A way students are doing this, said KSC junior Cailla Prisco, is by exchanging contact information with their neighbors. Prisco said she lives off-campus and, especially at the beginning of the year, there were a lot of parties on her street and the ones around her. Despite this, Prisco added, she has never received a noise complaint and infrequently sees police cars in the area.
Prisco said she attributes this to the fact that students in her neighborhood have made an effort to get to know the community members. “If you live near families that you know of, introduce yourself, give them your information… Make sure they know that if you do get too loud, [they should] call you first, not go directly to the cops. Having a good relationship with your neighbors is super important,” Prisco added.

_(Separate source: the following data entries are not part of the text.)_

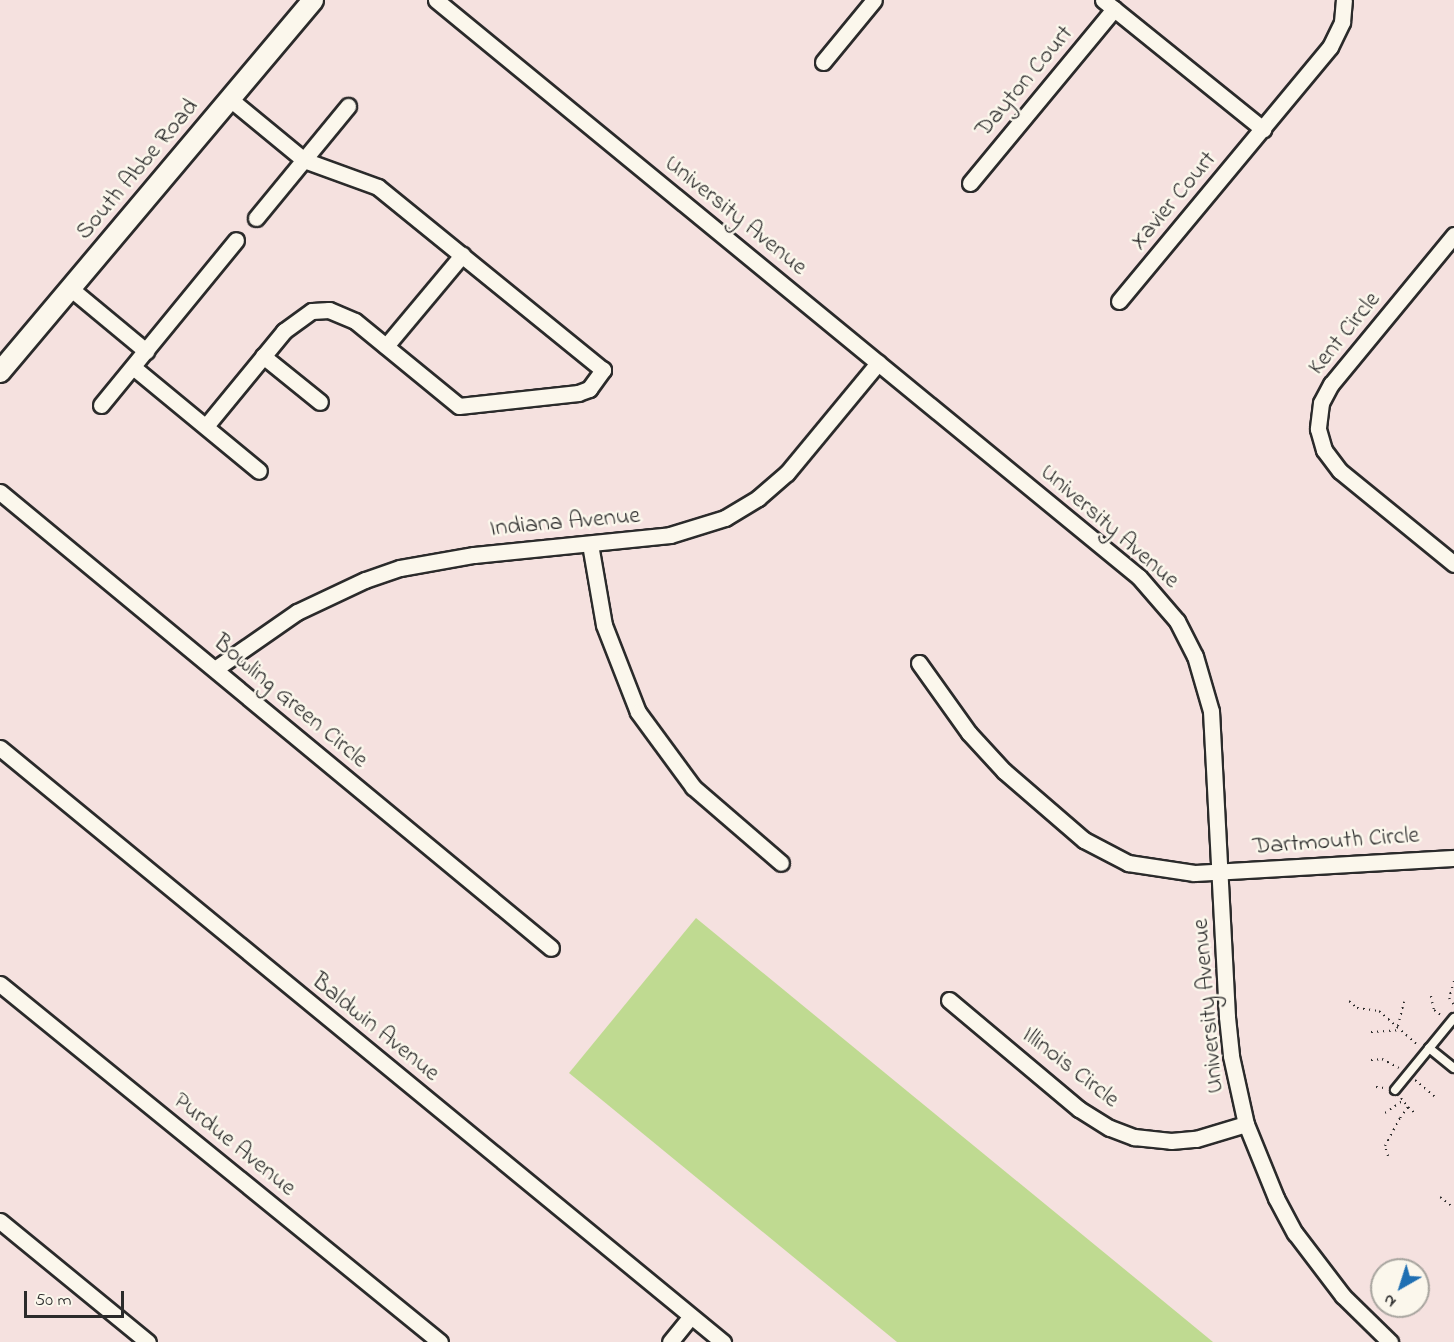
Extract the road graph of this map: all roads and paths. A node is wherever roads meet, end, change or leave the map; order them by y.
1 (314, 0) edge
2 (436, 0) edge
3 (874, 0) edge
4 (1344, 0) edge
5 (1108, 5) edge
6 (823, 62) dead end
7 (230, 99) junction
8 (348, 106) dead end
9 (1263, 129) junction
10 (304, 160) junction
11 (970, 183) dead end
12 (256, 218) dead end
13 (1454, 236) edge
14 (237, 240) dead end
15 (462, 255) junction
16 (70, 288) junction
17 (1119, 301) dead end
18 (386, 346) junction
19 (146, 351) junction
20 (264, 356) junction
21 (878, 363) junction
22 (133, 367) junction
23 (0, 372) edge
24 (321, 402) dead end
25 (102, 405) dead end
26 (206, 426) junction
27 (259, 471) dead end
28 (0, 492) edge
29 (590, 544) junction
30 (1454, 564) edge
31 (919, 663) dead end
32 (215, 669) junction
33 (0, 748) edge
34 (1454, 858) edge
35 (781, 863) dead end
36 (1220, 872) junction
37 (551, 948) dead end
38 (1454, 981) edge
39 (0, 984) edge
40 (1431, 996) dead end
41 (949, 1000) dead end
42 (1348, 1001) dead end
43 (1404, 1002) dead end
44 (1377, 1004) dead end
45 (1454, 1005) edge
46 (1377, 1010) junction
47 (1434, 1010) dead end
48 (1454, 1018) edge
49 (1398, 1027) junction
50 (1401, 1030) junction
51 (1371, 1032) dead end
52 (1410, 1038) dead end
53 (1429, 1048) junction
54 (1371, 1060) dead end
55 (1391, 1062) dead end
56 (1454, 1068) edge
57 (1376, 1087) dead end
58 (1424, 1088) dead end
59 (1386, 1089) dead end
60 (1395, 1090) dead end
61 (1435, 1096) dead end
62 (1403, 1101) dead end
63 (1385, 1113) dead end
64 (1415, 1113) dead end
65 (1246, 1124) junction
66 (1394, 1128) junction
67 (1400, 1133) dead end
68 (1388, 1156) dead end
69 (1440, 1197) dead end
70 (1454, 1208) edge
71 (0, 1221) edge
72 (691, 1316) junction
73 (148, 1342) edge
74 (440, 1342) edge
75 (670, 1342) edge
76 (723, 1342) edge
77 (1390, 1342) edge

1 - 7 street, South Abbe Road
2 - 21 street, University Avenue
3 - 6 street
4 - 9 street, Xavier Court
5 - 9 street
5 - 11 street, Dayton Court
7 - 10 street
7 - 16 street, South Abbe Road
8 - 10 street
9 - 17 street, Xavier Court
10 - 12 street
10 - 15 street
13 - 30 street, Kent Circle
14 - 19 street
15 - 18 street
15 - 18 street
16 - 19 street
16 - 23 street, South Abbe Road
18 - 20 street
19 - 22 street
20 - 24 street
20 - 26 street
21 - 29 street, Indiana Avenue
21 - 36 street, University Avenue
22 - 25 street
22 - 26 street
26 - 27 street
28 - 32 street, Bowling Green Circle
29 - 32 street, Indiana Avenue
29 - 35 street
31 - 36 street, Dartmouth Circle
32 - 37 street, Bowling Green Circle
33 - 72 street, Baldwin Avenue
34 - 36 street, Dartmouth Circle
36 - 65 street, University Avenue
38 - 45 path
39 - 74 street, Purdue Avenue
40 - 47 path
41 - 65 street, Illinois Circle
42 - 46 path
43 - 49 path
44 - 46 path
46 - 49 path
48 - 53 lane
49 - 50 path
50 - 51 path
50 - 52 path
53 - 56 lane
53 - 60 lane
54 - 55 path
57 - 59 path
58 - 61 path
62 - 63 path
64 - 66 path
65 - 77 street, University Avenue
66 - 67 path
66 - 68 path
69 - 70 path
71 - 73 street
72 - 75 street
72 - 76 street, Baldwin Avenue

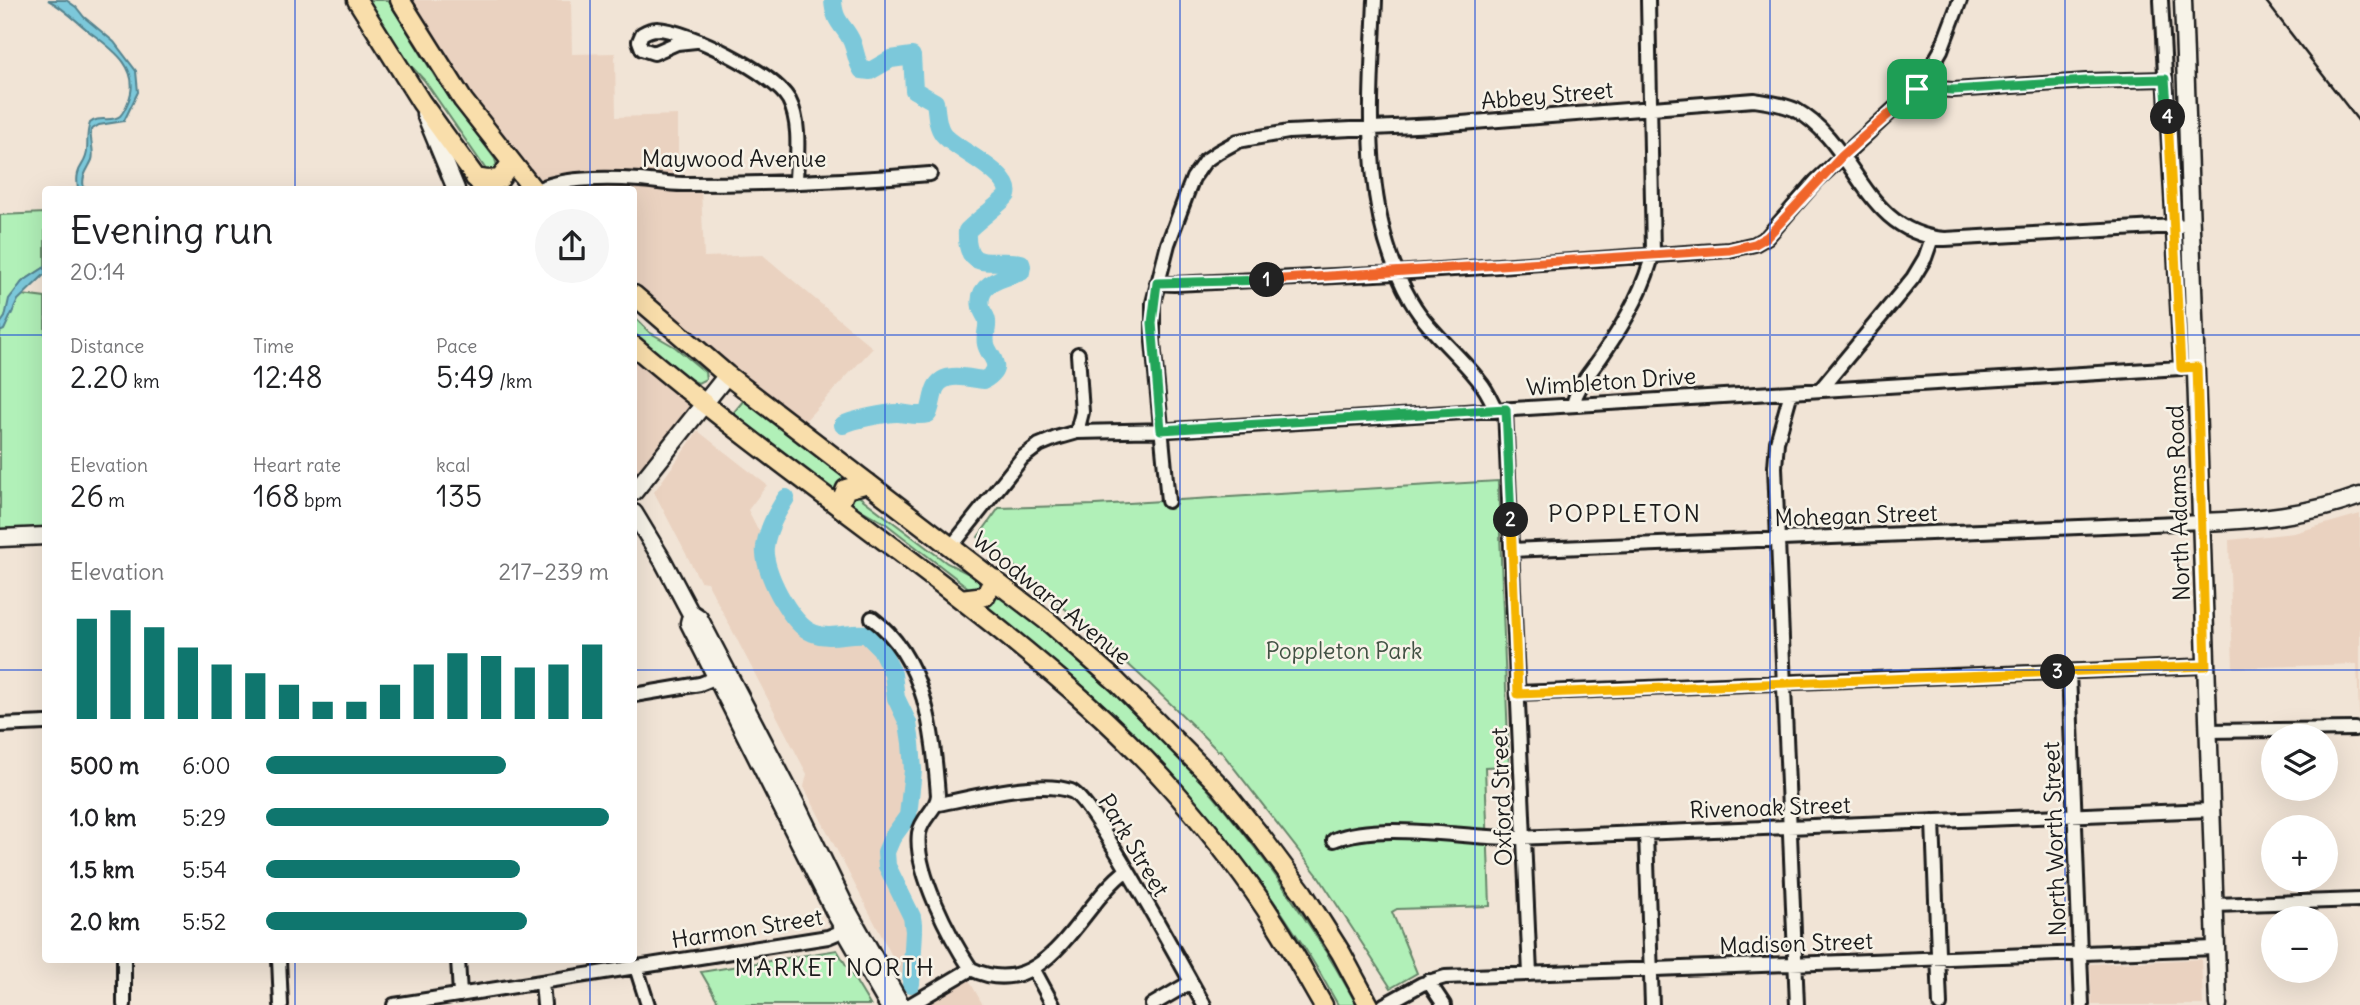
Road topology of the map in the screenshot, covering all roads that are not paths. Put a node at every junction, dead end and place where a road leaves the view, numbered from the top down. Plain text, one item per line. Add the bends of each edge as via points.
1 (356, 0) edge
2 (400, 0) edge
3 (1375, 0) edge
4 (1648, 0) edge
5 (1960, 0) edge
6 (2161, 0) edge
7 (2183, 0) edge
8 (696, 41) dead end
9 (2165, 79) junction
10 (1922, 83) junction
11 (421, 102) junction
12 (1650, 108) junction
13 (1372, 128) junction
14 (1842, 156) junction
15 (511, 163) junction
16 (930, 174) dead end
17 (796, 180) junction
18 (480, 184) edge
19 (455, 186) edge
20 (530, 186) edge
21 (548, 186) edge
22 (2173, 225) junction
23 (2192, 225) junction
24 (1932, 238) junction
25 (1652, 256) junction
26 (1395, 273) junction
27 (1157, 283) junction
28 (637, 298) edge
29 (637, 348) edge
30 (1077, 354) dead end
31 (2189, 368) junction
32 (727, 375) junction
33 (1820, 390) junction
34 (1791, 392) junction
35 (704, 404) junction
36 (1573, 405) junction
37 (1501, 409) junction
38 (1161, 430) junction
39 (1077, 432) junction
40 (868, 483) junction
41 (637, 488) edge
42 (2360, 496) edge
43 (1168, 501) dead end
44 (839, 506) junction
45 (637, 518) edge
46 (2202, 522) junction
47 (42, 537) edge
48 (0, 538) edge
49 (1778, 539) junction
50 (951, 547) junction
51 (1512, 550) junction
52 (994, 579) junction
53 (961, 599) junction
54 (872, 618) dead end
55 (2206, 666) junction
56 (2069, 672) junction
57 (722, 675) junction
58 (1784, 683) junction
59 (1518, 694) junction
60 (637, 695) edge
61 (42, 723) edge
62 (0, 725) edge
63 (2355, 729) dead end
64 (2208, 731) junction
65 (938, 804) junction
66 (2210, 810) junction
67 (2074, 815) junction
68 (1933, 821) junction
69 (1790, 827) junction
70 (1646, 833) junction
71 (1524, 837) junction
72 (1334, 840) dead end
73 (1127, 870) junction
74 (2360, 900) edge
75 (2214, 905) junction
76 (850, 928) junction
77 (2215, 948) junction
78 (2080, 953) junction
79 (1939, 958) junction
80 (124, 963) edge
81 (279, 963) edge
82 (458, 963) edge
83 (617, 964) edge
84 (1795, 964) junction
85 (636, 967) junction
86 (971, 969) junction
87 (1651, 969) junction
88 (1034, 971) junction
89 (1530, 974) junction
90 (1428, 981) junction
91 (542, 982) junction
92 (1191, 982) junction
93 (460, 995) junction
94 (124, 1005) edge
95 (281, 1005) edge
96 (394, 1005) edge
97 (544, 1005) edge
98 (648, 1005) edge
99 (888, 1005) edge
100 (901, 1005) edge
101 (910, 1005) edge
102 (1053, 1005) edge
103 (1152, 1005) edge
104 (1204, 1005) edge
105 (1323, 1005) edge
106 (1369, 1005) edge
107 (1384, 1005) edge
108 (1444, 1005) edge
109 (1653, 1005) edge
110 (1797, 1005) edge
111 (1940, 1005) edge
112 (2082, 1005) edge
113 (2218, 1005) edge

1 - 11 main road
2 - 15 main road via 463,100
3 - 13 street, Oxford Street
4 - 12 street
5 - 10 street via 1941,51
6 - 9 street
7 - 23 street, North Adams Road
8 - 17 street via 761,74 788,97 796,121
9 - 10 street via 1953,90
9 - 22 street
10 - 14 street
11 - 18 main road
11 - 19 street
12 - 13 street, Abbey Street
12 - 14 street, Abbey Street via 1754,100 1780,105 1812,122
12 - 25 street
13 - 26 street, Oxford Street via 1376,198
13 - 27 street, Abbey Street via 1259,136 1218,152 1193,178
14 - 24 street, Abbey Street via 1892,220
14 - 25 street via 1767,237 1755,244
15 - 18 main road via 500,179
15 - 20 main road
16 - 17 street, Maywood Avenue
17 - 21 street, Maywood Avenue via 678,184 614,180
22 - 23 street, Abbey Street
22 - 24 street, Abbey Street
22 - 31 street
23 - 31 street, North Adams Road
24 - 33 street via 1913,278
25 - 26 street
25 - 36 street via 1632,303 1581,384
26 - 27 street
26 - 37 street, Oxford Street via 1412,304
27 - 38 street, Abbey Street via 1152,323
28 - 32 main road, Woodward Avenue
29 - 35 main road
30 - 39 street via 1082,412
31 - 33 street, Wimbleton Drive
31 - 46 street, North Adams Road
32 - 35 street
32 - 40 main road, Woodward Avenue
33 - 34 street, Wimbleton Drive
34 - 36 street, Wimbleton Drive
34 - 49 street via 1775,453
35 - 41 street
35 - 44 main road
36 - 37 street, Wimbleton Drive
37 - 38 street, Wimbleton Drive
37 - 51 street, Oxford Street
38 - 39 street, Wimbleton Drive
38 - 43 street, Abbey Street
39 - 50 street, Wimbleton Drive via 1047,441 1027,454
40 - 44 main road via 846,489
40 - 50 main road, Woodward Avenue
42 - 46 street via 2288,515
44 - 53 main road
45 - 57 street via 690,612 689,623
46 - 49 street, Mohegan Street
46 - 55 street, North Adams Road
47 - 48 street
49 - 51 street, Mohegan Street
49 - 58 street
50 - 52 main road, Woodward Avenue
51 - 59 street, Oxford Street
52 - 53 main road via 985,596
52 - 106 main road, Woodward Avenue via 1083,651 1222,787 1303,894
53 - 105 main road via 1067,686 1174,791 1275,922
54 - 65 street via 901,646 921,688
55 - 56 street
55 - 64 street, North Adams Road
56 - 58 street
56 - 67 street, North Worth Street
57 - 60 street via 684,688
57 - 76 street
58 - 59 street
58 - 69 street
59 - 71 street, Oxford Street
61 - 62 street
63 - 64 street
64 - 66 street, North Adams Road
65 - 73 street, Park Street via 1010,790 1071,791 1082,798
65 - 86 street via 922,823 920,851 935,905
66 - 67 street, Rivenoak Street
66 - 75 street, North Adams Road
67 - 68 street, Rivenoak Street
67 - 78 street, North Worth Street
68 - 69 street, Rivenoak Street
68 - 79 street
69 - 70 street, Rivenoak Street
69 - 84 street
70 - 71 street, Rivenoak Street
70 - 87 street
71 - 72 street, Rivenoak Street via 1402,832 1349,834
71 - 89 street, Oxford Street
73 - 88 street
73 - 92 street, Park Street
74 - 75 street
75 - 77 street, North Adams Road
76 - 85 street, Harmon Street via 828,937
76 - 99 street
76 - 100 street
77 - 78 street, Madison Street
77 - 113 street, North Adams Road
78 - 79 street, Madison Street
78 - 112 street, North Worth Street
79 - 84 street, Madison Street
79 - 111 street
80 - 94 street
81 - 95 street
82 - 93 street
83 - 85 street, Harmon Street
83 - 91 street, Harmon Street
84 - 87 street, Madison Street
84 - 110 street
85 - 98 street
86 - 88 street via 1000,977
86 - 101 street
87 - 89 street, Madison Street
87 - 109 street
88 - 102 street
89 - 90 street, Madison Street
90 - 107 street, Madison Street
90 - 108 street
91 - 93 street, Harmon Street
91 - 97 street
92 - 103 street
92 - 104 street, Park Street
93 - 96 street, Harmon Street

Picard said that she agrees. She added that students should be mindful of their neighbors’ lifestyles. “Students have different lifestyles than neighbors who have small babies or neighbors that are waking up for work in the morning,” Picard said.
That does not mean that KSC students are expected to completely change their lifestyles and stop partying, just that they should be more conscientious of their behaviors and their surroundings.
Picard said she has three major recommendations for KSC students. If you choose to party, do it responsibly. Know everybody that is in your house, at the very least, for your own safety. Make more of an effort to know your neighbors, not just exchanging contact info about a party, but actually go meet them. Say hello, help carry their groceries or shovel their driveway. “Be a bigger part of the neighborhood,” Picard said.